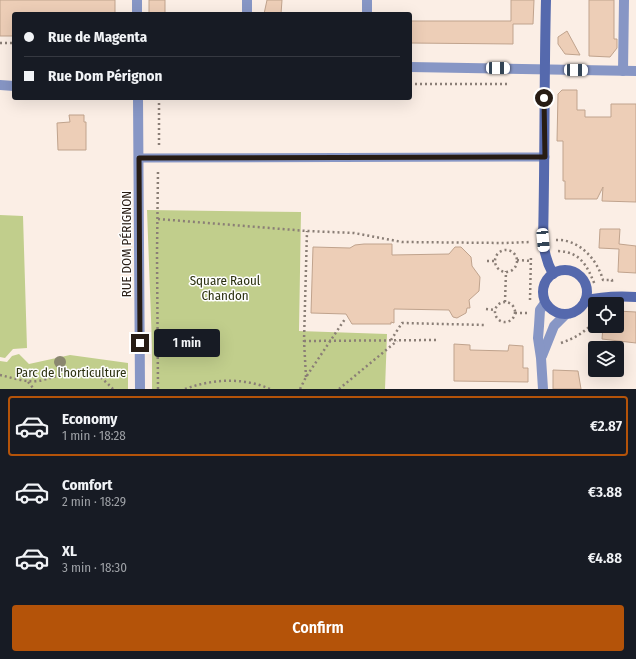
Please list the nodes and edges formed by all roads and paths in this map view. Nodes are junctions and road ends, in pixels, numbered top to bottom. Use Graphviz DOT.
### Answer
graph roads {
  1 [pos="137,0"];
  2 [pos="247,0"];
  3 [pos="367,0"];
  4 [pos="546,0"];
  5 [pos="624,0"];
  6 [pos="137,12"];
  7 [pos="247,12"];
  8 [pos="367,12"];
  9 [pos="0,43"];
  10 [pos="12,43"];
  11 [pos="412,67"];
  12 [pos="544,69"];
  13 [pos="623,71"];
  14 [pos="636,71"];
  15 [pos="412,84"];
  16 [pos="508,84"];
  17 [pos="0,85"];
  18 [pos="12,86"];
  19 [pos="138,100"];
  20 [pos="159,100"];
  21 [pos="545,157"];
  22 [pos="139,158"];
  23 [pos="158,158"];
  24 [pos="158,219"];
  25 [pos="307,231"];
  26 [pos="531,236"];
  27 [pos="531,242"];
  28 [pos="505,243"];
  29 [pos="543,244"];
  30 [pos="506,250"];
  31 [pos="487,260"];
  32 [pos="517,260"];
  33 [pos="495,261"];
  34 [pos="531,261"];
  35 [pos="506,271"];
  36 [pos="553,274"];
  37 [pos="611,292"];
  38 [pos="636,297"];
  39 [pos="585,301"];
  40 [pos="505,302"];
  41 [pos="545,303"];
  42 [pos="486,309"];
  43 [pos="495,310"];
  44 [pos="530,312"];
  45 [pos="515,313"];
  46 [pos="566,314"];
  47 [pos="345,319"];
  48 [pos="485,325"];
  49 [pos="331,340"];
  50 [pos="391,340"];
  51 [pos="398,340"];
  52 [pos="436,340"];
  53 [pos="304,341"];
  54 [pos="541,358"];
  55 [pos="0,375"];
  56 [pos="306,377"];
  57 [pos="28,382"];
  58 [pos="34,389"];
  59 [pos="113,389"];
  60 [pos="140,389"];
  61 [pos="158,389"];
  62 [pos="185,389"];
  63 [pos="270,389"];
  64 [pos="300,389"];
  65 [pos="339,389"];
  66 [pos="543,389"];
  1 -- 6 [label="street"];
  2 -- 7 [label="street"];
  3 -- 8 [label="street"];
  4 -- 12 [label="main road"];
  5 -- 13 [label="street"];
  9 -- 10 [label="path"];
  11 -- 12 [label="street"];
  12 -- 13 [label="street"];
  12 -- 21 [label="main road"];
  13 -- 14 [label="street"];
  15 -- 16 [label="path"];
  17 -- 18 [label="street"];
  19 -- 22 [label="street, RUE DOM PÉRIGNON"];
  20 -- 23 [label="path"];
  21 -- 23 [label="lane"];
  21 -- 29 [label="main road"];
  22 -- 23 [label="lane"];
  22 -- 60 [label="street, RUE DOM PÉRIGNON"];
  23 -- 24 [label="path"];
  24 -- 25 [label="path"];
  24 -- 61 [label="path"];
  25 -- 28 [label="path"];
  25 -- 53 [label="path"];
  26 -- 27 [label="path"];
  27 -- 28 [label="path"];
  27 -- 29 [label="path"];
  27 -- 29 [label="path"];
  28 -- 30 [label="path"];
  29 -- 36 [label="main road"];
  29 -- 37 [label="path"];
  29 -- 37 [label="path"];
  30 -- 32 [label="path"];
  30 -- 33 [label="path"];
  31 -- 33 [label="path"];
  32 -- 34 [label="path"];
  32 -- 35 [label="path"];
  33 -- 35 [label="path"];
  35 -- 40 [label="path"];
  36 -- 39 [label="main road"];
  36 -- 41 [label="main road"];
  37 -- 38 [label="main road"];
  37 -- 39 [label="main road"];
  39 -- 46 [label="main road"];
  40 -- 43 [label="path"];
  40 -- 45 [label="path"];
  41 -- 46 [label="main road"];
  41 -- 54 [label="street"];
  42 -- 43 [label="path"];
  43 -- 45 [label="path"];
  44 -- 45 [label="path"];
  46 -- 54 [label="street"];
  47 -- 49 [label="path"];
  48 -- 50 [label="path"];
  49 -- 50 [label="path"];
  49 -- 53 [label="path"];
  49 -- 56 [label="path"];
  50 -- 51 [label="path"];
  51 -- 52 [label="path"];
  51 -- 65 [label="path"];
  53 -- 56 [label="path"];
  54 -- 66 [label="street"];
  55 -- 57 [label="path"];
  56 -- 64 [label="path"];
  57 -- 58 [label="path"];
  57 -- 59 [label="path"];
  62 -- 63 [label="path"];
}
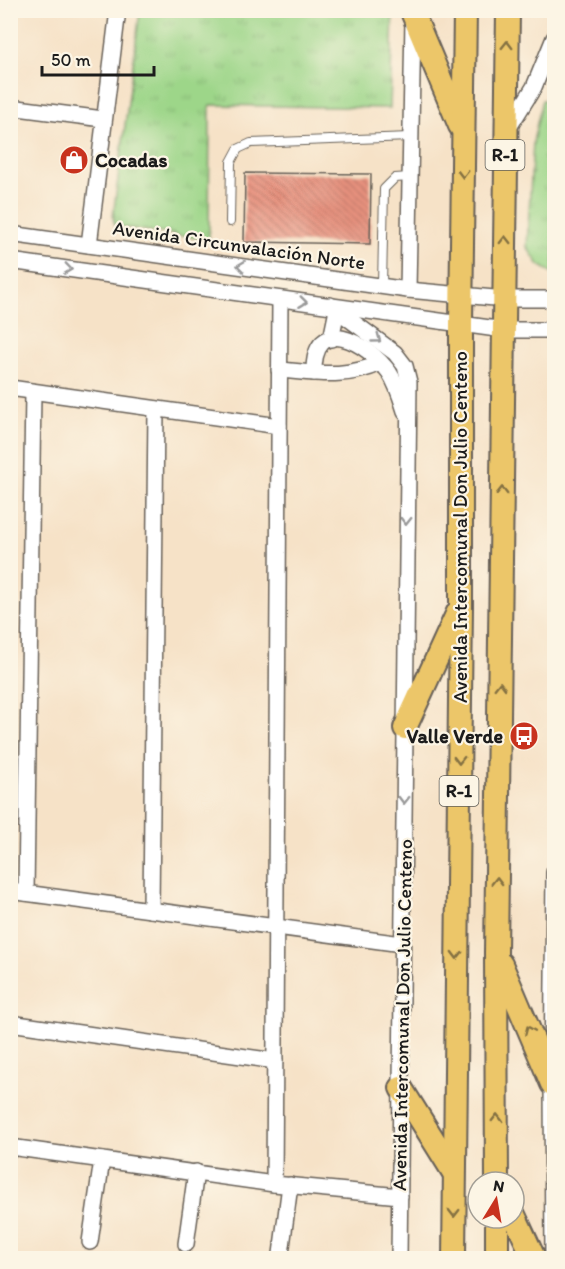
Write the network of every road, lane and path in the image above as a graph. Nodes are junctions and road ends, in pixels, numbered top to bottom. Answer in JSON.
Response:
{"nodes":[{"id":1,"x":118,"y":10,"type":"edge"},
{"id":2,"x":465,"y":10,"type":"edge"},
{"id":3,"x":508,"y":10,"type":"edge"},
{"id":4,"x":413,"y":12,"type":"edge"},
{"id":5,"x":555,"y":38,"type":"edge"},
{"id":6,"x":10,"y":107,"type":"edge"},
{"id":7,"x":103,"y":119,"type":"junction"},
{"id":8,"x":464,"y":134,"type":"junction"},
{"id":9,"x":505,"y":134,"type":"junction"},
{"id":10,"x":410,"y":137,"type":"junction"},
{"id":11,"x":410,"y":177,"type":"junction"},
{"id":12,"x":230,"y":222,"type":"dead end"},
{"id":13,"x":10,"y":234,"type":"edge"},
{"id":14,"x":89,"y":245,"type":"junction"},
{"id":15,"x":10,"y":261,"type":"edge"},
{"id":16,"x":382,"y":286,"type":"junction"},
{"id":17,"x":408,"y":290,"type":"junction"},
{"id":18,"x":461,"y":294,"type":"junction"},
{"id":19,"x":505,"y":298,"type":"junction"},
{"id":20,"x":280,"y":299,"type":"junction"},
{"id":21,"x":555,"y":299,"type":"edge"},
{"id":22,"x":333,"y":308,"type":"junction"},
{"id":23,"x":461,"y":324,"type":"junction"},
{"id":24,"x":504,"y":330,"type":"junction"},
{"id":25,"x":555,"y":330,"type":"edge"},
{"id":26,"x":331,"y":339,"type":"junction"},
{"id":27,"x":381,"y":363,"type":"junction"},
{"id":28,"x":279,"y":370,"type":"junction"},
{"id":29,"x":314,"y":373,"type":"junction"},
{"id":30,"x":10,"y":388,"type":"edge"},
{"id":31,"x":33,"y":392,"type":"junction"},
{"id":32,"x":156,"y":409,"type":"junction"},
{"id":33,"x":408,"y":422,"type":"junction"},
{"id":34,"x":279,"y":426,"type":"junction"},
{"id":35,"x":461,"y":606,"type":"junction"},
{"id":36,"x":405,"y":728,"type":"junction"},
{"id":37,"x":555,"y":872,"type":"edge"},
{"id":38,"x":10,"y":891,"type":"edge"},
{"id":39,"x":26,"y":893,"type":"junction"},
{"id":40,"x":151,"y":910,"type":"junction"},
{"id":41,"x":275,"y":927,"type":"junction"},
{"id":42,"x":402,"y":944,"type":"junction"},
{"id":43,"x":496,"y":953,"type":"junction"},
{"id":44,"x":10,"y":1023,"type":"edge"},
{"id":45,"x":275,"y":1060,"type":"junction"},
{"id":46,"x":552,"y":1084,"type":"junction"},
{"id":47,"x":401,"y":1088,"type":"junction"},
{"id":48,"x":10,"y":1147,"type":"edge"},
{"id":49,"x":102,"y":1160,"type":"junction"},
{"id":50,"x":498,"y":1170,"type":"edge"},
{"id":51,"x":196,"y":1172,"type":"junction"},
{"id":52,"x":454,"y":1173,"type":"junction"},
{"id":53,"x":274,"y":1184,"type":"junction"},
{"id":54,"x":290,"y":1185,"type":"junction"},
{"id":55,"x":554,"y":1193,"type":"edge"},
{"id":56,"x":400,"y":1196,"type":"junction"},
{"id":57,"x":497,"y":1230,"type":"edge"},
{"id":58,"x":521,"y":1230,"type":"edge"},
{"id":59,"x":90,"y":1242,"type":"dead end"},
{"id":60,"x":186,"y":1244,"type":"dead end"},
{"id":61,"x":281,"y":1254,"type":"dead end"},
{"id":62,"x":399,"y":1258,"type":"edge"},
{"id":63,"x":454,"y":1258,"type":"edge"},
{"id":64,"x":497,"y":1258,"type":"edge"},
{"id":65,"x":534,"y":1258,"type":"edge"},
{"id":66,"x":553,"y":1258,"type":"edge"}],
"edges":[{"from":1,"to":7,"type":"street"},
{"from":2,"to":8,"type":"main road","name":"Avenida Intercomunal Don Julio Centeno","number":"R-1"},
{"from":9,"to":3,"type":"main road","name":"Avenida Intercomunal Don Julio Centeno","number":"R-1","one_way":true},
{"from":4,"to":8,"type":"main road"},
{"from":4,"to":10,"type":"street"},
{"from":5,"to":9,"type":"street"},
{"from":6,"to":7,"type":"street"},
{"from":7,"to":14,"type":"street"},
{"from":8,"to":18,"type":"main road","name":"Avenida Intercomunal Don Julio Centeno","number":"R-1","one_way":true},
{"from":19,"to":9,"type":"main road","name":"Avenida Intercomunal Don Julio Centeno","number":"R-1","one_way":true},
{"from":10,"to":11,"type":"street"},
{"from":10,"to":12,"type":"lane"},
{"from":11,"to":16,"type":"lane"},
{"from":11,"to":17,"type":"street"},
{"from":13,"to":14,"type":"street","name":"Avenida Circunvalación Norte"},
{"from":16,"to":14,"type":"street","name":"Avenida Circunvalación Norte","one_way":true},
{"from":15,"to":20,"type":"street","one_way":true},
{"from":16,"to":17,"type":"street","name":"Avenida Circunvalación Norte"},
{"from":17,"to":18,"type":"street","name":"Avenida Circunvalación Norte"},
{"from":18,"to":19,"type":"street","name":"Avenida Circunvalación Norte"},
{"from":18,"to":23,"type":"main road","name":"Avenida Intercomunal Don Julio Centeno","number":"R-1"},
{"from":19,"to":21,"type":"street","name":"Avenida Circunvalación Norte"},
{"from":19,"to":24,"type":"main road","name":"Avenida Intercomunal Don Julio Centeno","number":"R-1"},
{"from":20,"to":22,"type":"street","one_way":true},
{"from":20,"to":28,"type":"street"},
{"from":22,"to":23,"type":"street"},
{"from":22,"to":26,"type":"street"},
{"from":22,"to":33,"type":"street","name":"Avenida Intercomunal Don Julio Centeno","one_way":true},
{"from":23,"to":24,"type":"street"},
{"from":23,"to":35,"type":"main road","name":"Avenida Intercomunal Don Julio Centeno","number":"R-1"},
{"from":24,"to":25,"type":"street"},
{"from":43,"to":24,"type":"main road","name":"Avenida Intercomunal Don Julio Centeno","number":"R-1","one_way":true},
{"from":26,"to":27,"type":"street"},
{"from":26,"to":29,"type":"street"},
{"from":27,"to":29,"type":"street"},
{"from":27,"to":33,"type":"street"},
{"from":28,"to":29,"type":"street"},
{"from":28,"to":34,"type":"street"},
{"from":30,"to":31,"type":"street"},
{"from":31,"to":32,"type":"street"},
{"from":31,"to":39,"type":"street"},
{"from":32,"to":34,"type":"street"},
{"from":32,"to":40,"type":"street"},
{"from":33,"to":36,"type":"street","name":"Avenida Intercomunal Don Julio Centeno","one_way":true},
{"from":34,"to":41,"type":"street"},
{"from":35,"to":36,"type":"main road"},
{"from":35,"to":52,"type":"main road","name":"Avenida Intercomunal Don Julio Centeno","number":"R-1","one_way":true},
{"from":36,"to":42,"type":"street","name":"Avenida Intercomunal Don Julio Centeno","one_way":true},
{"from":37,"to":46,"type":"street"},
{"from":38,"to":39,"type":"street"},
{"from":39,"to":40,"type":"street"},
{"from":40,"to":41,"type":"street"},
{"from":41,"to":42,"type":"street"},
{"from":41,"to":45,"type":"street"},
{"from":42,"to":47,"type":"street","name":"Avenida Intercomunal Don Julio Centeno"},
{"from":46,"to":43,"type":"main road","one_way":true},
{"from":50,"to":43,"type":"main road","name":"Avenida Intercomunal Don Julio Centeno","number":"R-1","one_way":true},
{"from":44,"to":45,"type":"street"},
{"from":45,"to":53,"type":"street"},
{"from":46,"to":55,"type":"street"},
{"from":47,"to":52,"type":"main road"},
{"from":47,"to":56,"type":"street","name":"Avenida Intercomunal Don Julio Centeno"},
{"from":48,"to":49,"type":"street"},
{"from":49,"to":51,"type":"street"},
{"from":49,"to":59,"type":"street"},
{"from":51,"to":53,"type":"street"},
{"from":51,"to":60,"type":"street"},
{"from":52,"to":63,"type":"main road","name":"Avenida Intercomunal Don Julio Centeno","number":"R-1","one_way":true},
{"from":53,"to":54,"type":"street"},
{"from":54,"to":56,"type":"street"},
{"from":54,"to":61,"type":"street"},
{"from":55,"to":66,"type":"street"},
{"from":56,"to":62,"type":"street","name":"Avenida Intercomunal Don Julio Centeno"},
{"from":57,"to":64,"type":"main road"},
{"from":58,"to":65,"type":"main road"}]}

******************************

Directions for this task
Scan the entries for lines holding the string "edges", then copy every one of them.

Result below
Please list the nodes and edges formed by all roads and paths in this map view. Nodes are junctions and road ends, in pixels, numbered top to bottom. Use Graphviz DOT.
"edges":[{"from":1,"to":7,"type":"street"},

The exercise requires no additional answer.